If the network is not completely jammed, the usual you would see is timeouts. In Python, these are simple IOError exceptions. If an illegal packet sequence is detected, a SystemError exception will be raised.

As a simple example, the script below will poll all detected hosts at highest frequency possible and cover IOError and SystemError exceptions with different recovery timings.

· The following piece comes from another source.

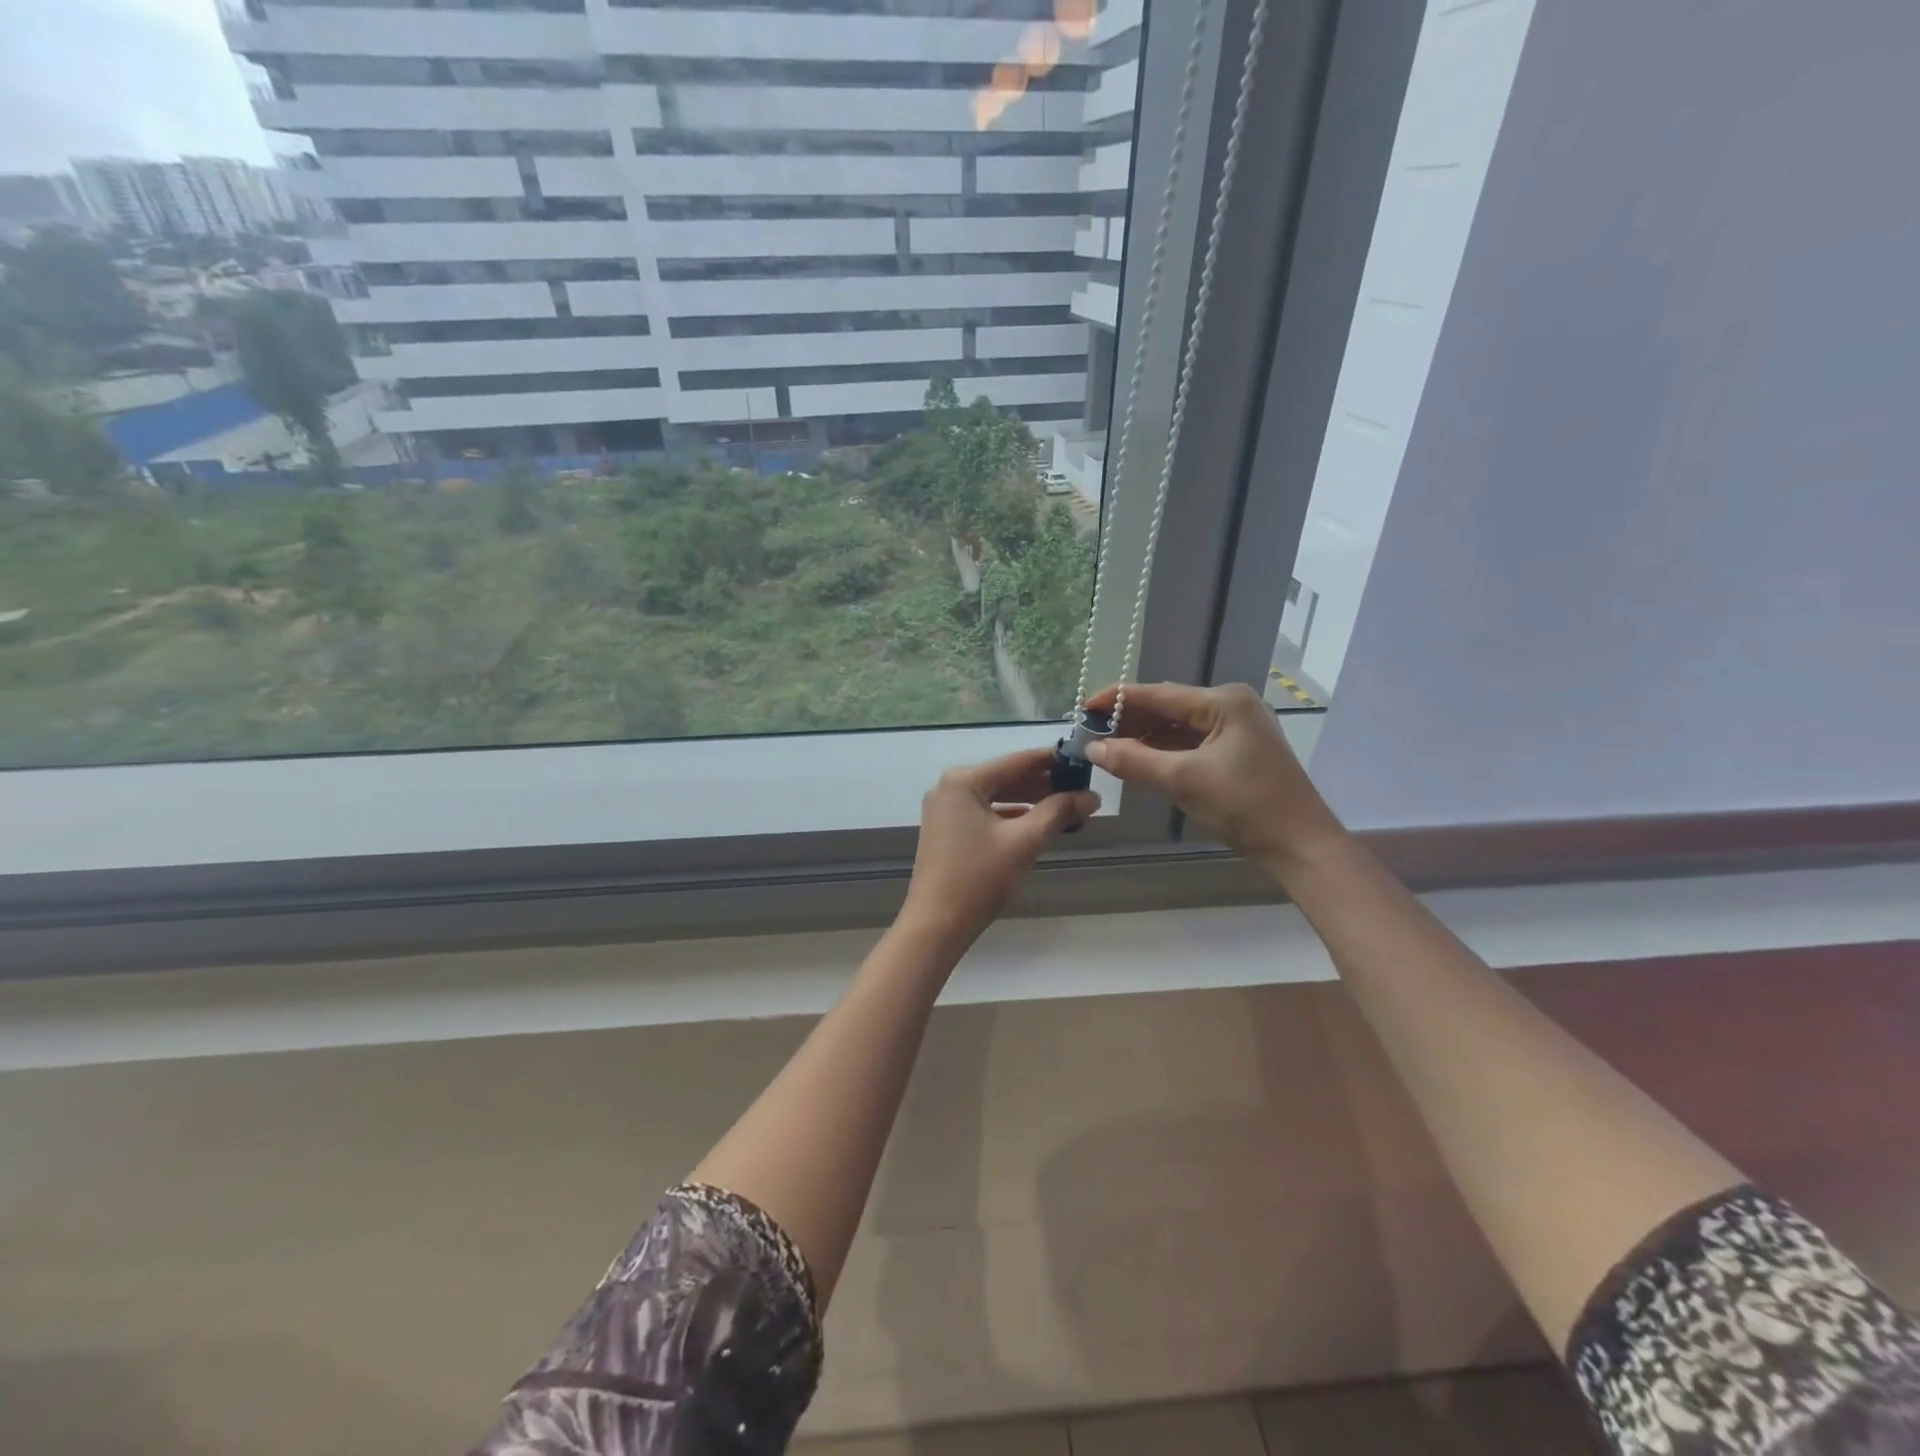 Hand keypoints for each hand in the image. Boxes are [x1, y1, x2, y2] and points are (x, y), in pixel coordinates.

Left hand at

Note that there is no particular finer control for specific errors in Python. If required, these have to be handled on the C-API level.

import netpp
import time
import sys


hostlist = range(8, 15)


def init(hostlist):
    targets = []
    for h in hostlist:
        try:
            ip = "192.168.0.%d" % h
            d = netpp.connect("UDP:%s:2016" % ip)
            print "Target %s alive" % ip
            targets.append((h, d.sync()))
        except:
            print "Target %s down" % ip
            pass
        
    return targets


def poll(targets):
    for h, t in targets:
        rev = t.SysCtrl.ReleaseTag.get()
        print "Node %d : Class '%s' rev %s" % (h, t.name(), rev)
        l = t.LED.Red.get()
        l = not l
        t.LED.Red.set(l)
        print 40 * "-"

    l = True
    while 1:
        for h, t in targets:
            try:
                t.LED.Green.set(l)
                dataready = t.UART.RXREADY.get()
                if dataready:
                    print "> %s" % t.UART.RxData.get()
            except SystemError:
                print "Node %d: %s" % (h, sys.exc_info()[1])
                time.sleep(1.0)
            except IOError:
                print "Node %d: %s" % (h, sys.exc_info()[1])
                time.sleep(0.1)
        l = not l
        # time.sleep(0.05)

targets = init(hostlist)
poll(targets)

Script details

The script will just toggle the Green LED for each target and check if there’s input available on the UART. If you have the corresponding netpp node connected via USB serial, you can type in a character at the terminal and see it reported from the script.

Timeouts and sessions

UDP is session-less, therefore netpp handles the connectivity from peer to peer. By default, only two simultaneous connections (two clients) are supported. If a connection is lost, the netpp node will terminate it after a certain timeout, if a new connection is detected. This is signalled on the netpp node UART console by:

disconnect_timeout: c0a80002:49587

If the connection is lost from the netpp node side, for example via a reboot or long cable disconnect, the client may not detect that and keep sending queries. In this case, you might see the following error on the netpp node console:

QRY 55 NAK

(the 55 could be any other code).

In this case, the session would have to be reopened from the client:

d = netpp.connect(...)

FPGA goes cloudy

If you’re collecting data as simple as Temperature and Humidity, for instance, you might want to push the data to the cloud. This is also done using a simple Python script doing a HTTP get request to ThinkSpeak. Note the netpp node does not push the data, the script is running on an embedded Linux module.